### Directions
A verbatim copy of the listing is needed; pictures are to be left out.
:: Data provided ::
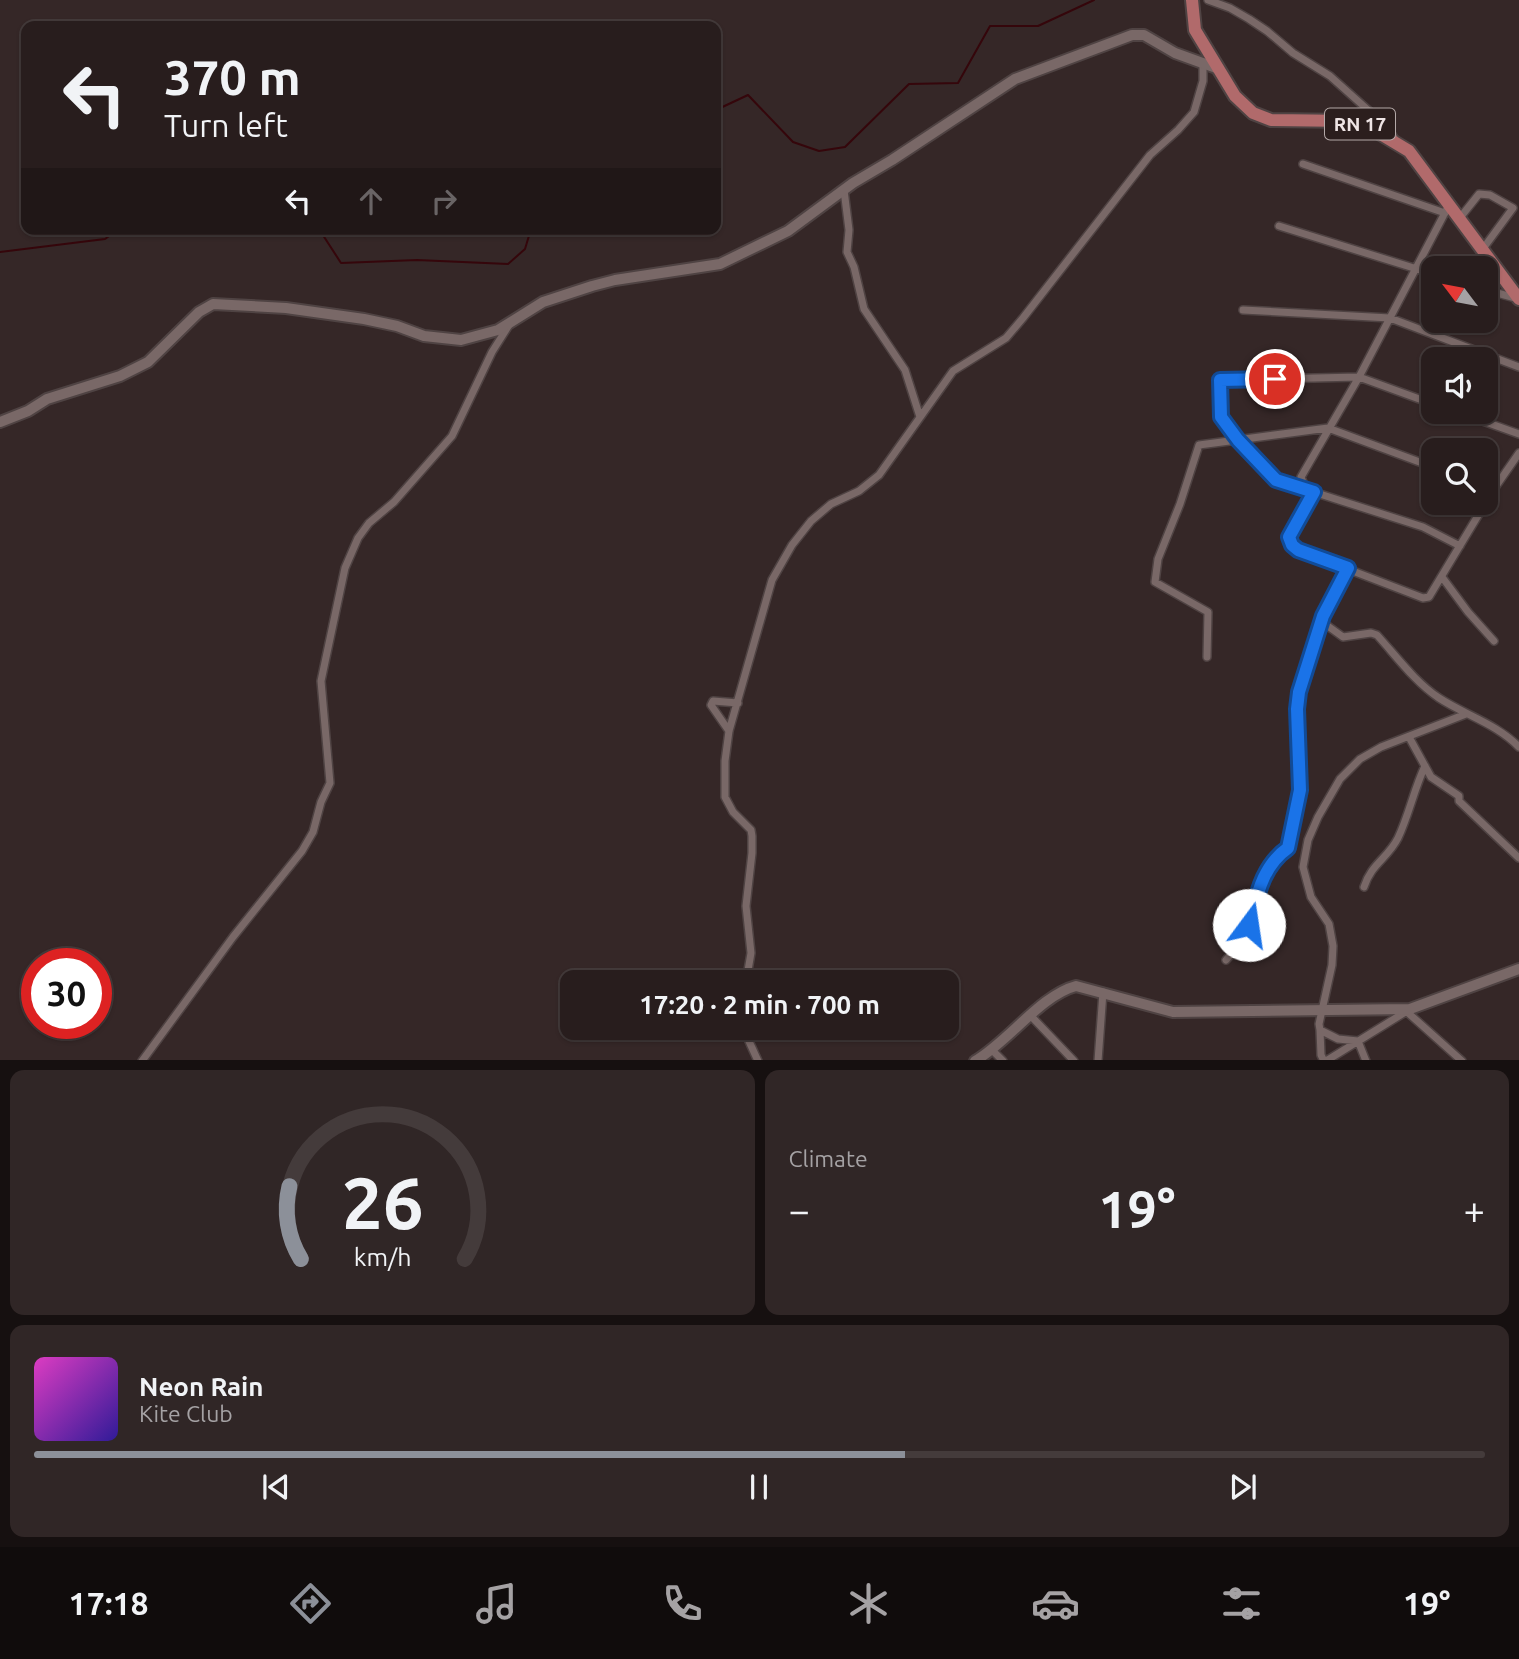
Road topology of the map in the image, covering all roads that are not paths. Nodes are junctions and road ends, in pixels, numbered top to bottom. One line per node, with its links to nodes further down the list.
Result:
1 (1192, 0): 4 (main road, RN 17)
2 (1208, 0): 5 (street)
3 (1203, 62): 4 (street); 7 (street); 24 (street)
4 (1219, 69): 5 (main road, RN 17)
5 (1397, 143): 8 (main road, RN 17)
6 (1303, 164): 8 (street)
7 (844, 190): 18 (street); 24 (street)
8 (1447, 209): 9 (main road, RN 17); 12 (street)
9 (1459, 219): 11 (main road, RN 17); 11 (street)
10 (1279, 226): 12 (street)
11 (1482, 250): 15 (main road, RN 17)
12 (1417, 270): 13 (street); 17 (street)
13 (1421, 271)
14 (1498, 293): 15 (street)
15 (1519, 299)
16 (1243, 310): 17 (street)
17 (1390, 318): 19 (street); 20 (street)
18 (509, 325): 23 (street); 25 (street)
19 (1519, 367)
20 (1359, 377): 21 (street); 27 (street); 29 (street)
21 (1421, 400)
22 (455, 401): 23 (street)
23 (466, 403): 56 (street)
24 (920, 417): 41 (street)
25 (0, 422)
26 (1491, 424): 28 (street)
27 (1328, 428): 29 (street); 31 (street); 33 (street)
28 (1519, 434)
29 (1238, 440): 33 (street); 40 (street)
30 (1519, 453): 32 (street)
31 (1421, 463)
32 (1498, 478)
33 (1314, 492): 35 (street); 36 (street)
34 (1476, 515): 35 (street)
35 (1460, 546): 37 (street)
36 (1348, 568): 37 (street); 38 (street)
37 (1442, 578): 39 (street)
38 (1322, 621): 42 (street); 49 (street)
39 (1494, 641)
40 (1207, 657)
41 (738, 703): 43 (street); 43 (street)
42 (1466, 713): 44 (street); 45 (street)
43 (729, 731): 51 (street)
44 (1409, 737): 46 (street); 53 (street)
45 (1519, 747)
46 (1425, 766): 47 (street); 48 (street)
47 (1519, 858)
48 (1364, 887)
49 (1226, 960)
50 (1519, 969): 54 (street)
51 (748, 970)
52 (1103, 992): 53 (street); 55 (street); 67 (street)
53 (1324, 1009): 54 (street); 58 (street)
54 (1408, 1010): 60 (street); 70 (street)
55 (1031, 1016): 61 (street); 66 (street)
56 (170, 1024): 57 (street); 62 (street)
57 (178, 1029)
58 (1320, 1030): 60 (street); 68 (street)
59 (748, 1040): 63 (street)
60 (1359, 1041): 68 (street); 69 (street)
61 (992, 1050): 64 (street); 65 (street)
62 (142, 1060)
63 (758, 1060)
64 (975, 1060)
65 (1003, 1060)
66 (1074, 1060)
67 (1098, 1060)
68 (1325, 1060)
69 (1366, 1060)
70 (1462, 1060)

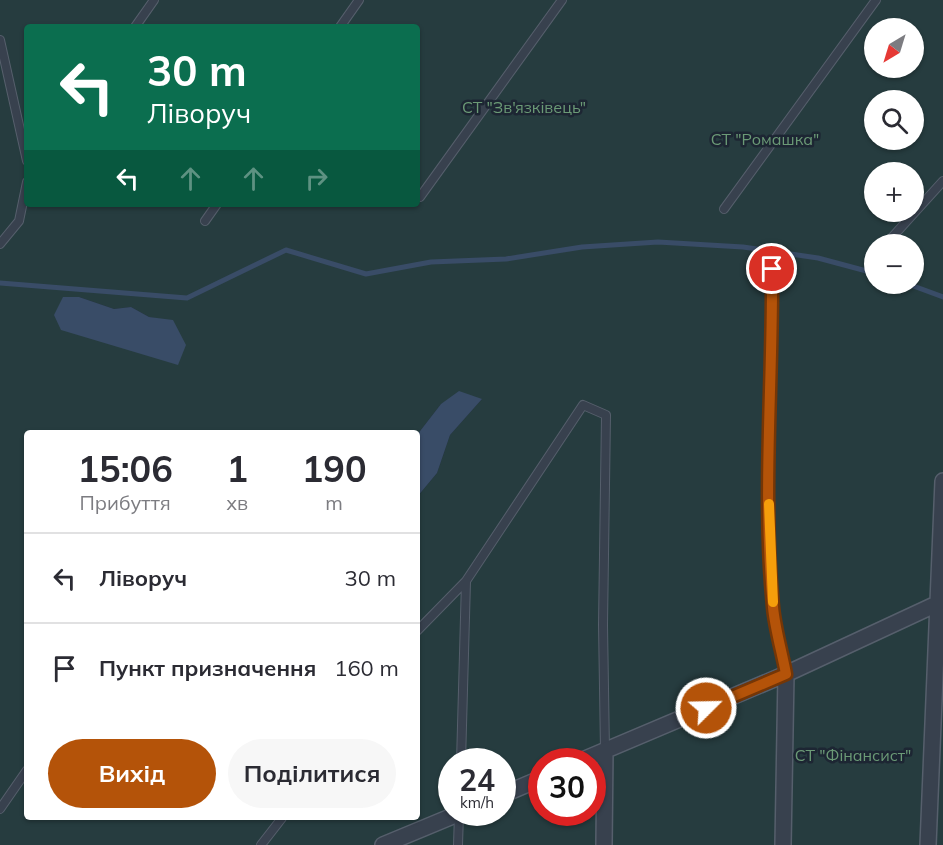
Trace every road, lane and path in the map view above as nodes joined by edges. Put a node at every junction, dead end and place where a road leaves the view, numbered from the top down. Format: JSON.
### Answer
:::
### Output of the task
Road topology of the map in the image, covering all roads that are not paths. Nodes are junctions and road ends, in pixels, numbered top to bottom. One line per node, with its links to nodes further down the list.
Result:
1 (1192, 0): 4 (main road, RN 17)
2 (1208, 0): 5 (street)
3 (1203, 62): 4 (street); 7 (street); 24 (street)
4 (1219, 69): 5 (main road, RN 17)
5 (1397, 143): 8 (main road, RN 17)
6 (1303, 164): 8 (street)
7 (844, 190): 18 (street); 24 (street)
8 (1447, 209): 9 (main road, RN 17); 12 (street)
9 (1459, 219): 11 (main road, RN 17); 11 (street)
10 (1279, 226): 12 (street)
11 (1482, 250): 15 (main road, RN 17)
12 (1417, 270): 13 (street); 17 (street)
13 (1421, 271)
14 (1498, 293): 15 (street)
15 (1519, 299)
16 (1243, 310): 17 (street)
17 (1390, 318): 19 (street); 20 (street)
18 (509, 325): 23 (street); 25 (street)
19 (1519, 367)
20 (1359, 377): 21 (street); 27 (street); 29 (street)
21 (1421, 400)
22 (455, 401): 23 (street)
23 (466, 403): 56 (street)
24 (920, 417): 41 (street)
25 (0, 422)
26 (1491, 424): 28 (street)
27 (1328, 428): 29 (street); 31 (street); 33 (street)
28 (1519, 434)
29 (1238, 440): 33 (street); 40 (street)
30 (1519, 453): 32 (street)
31 (1421, 463)
32 (1498, 478)
33 (1314, 492): 35 (street); 36 (street)
34 (1476, 515): 35 (street)
35 (1460, 546): 37 (street)
36 (1348, 568): 37 (street); 38 (street)
37 (1442, 578): 39 (street)
38 (1322, 621): 42 (street); 49 (street)
39 (1494, 641)
40 (1207, 657)
41 (738, 703): 43 (street); 43 (street)
42 (1466, 713): 44 (street); 45 (street)
43 (729, 731): 51 (street)
44 (1409, 737): 46 (street); 53 (street)
45 (1519, 747)
46 (1425, 766): 47 (street); 48 (street)
47 (1519, 858)
48 (1364, 887)
49 (1226, 960)
50 (1519, 969): 54 (street)
51 (748, 970)
52 (1103, 992): 53 (street); 55 (street); 67 (street)
53 (1324, 1009): 54 (street); 58 (street)
54 (1408, 1010): 60 (street); 70 (street)
55 (1031, 1016): 61 (street); 66 (street)
56 (170, 1024): 57 (street); 62 (street)
57 (178, 1029)
58 (1320, 1030): 60 (street); 68 (street)
59 (748, 1040): 63 (street)
60 (1359, 1041): 68 (street); 69 (street)
61 (992, 1050): 64 (street); 65 (street)
62 (142, 1060)
63 (758, 1060)
64 (975, 1060)
65 (1003, 1060)
66 (1074, 1060)
67 (1098, 1060)
68 (1325, 1060)
69 (1366, 1060)
70 (1462, 1060)

Trace every road, lane and path in the map view above as nodes joined by edges. Put a node at every junction, dead end and place where a road leaves the view, numbered from the top down. Format: JSON.
### Answer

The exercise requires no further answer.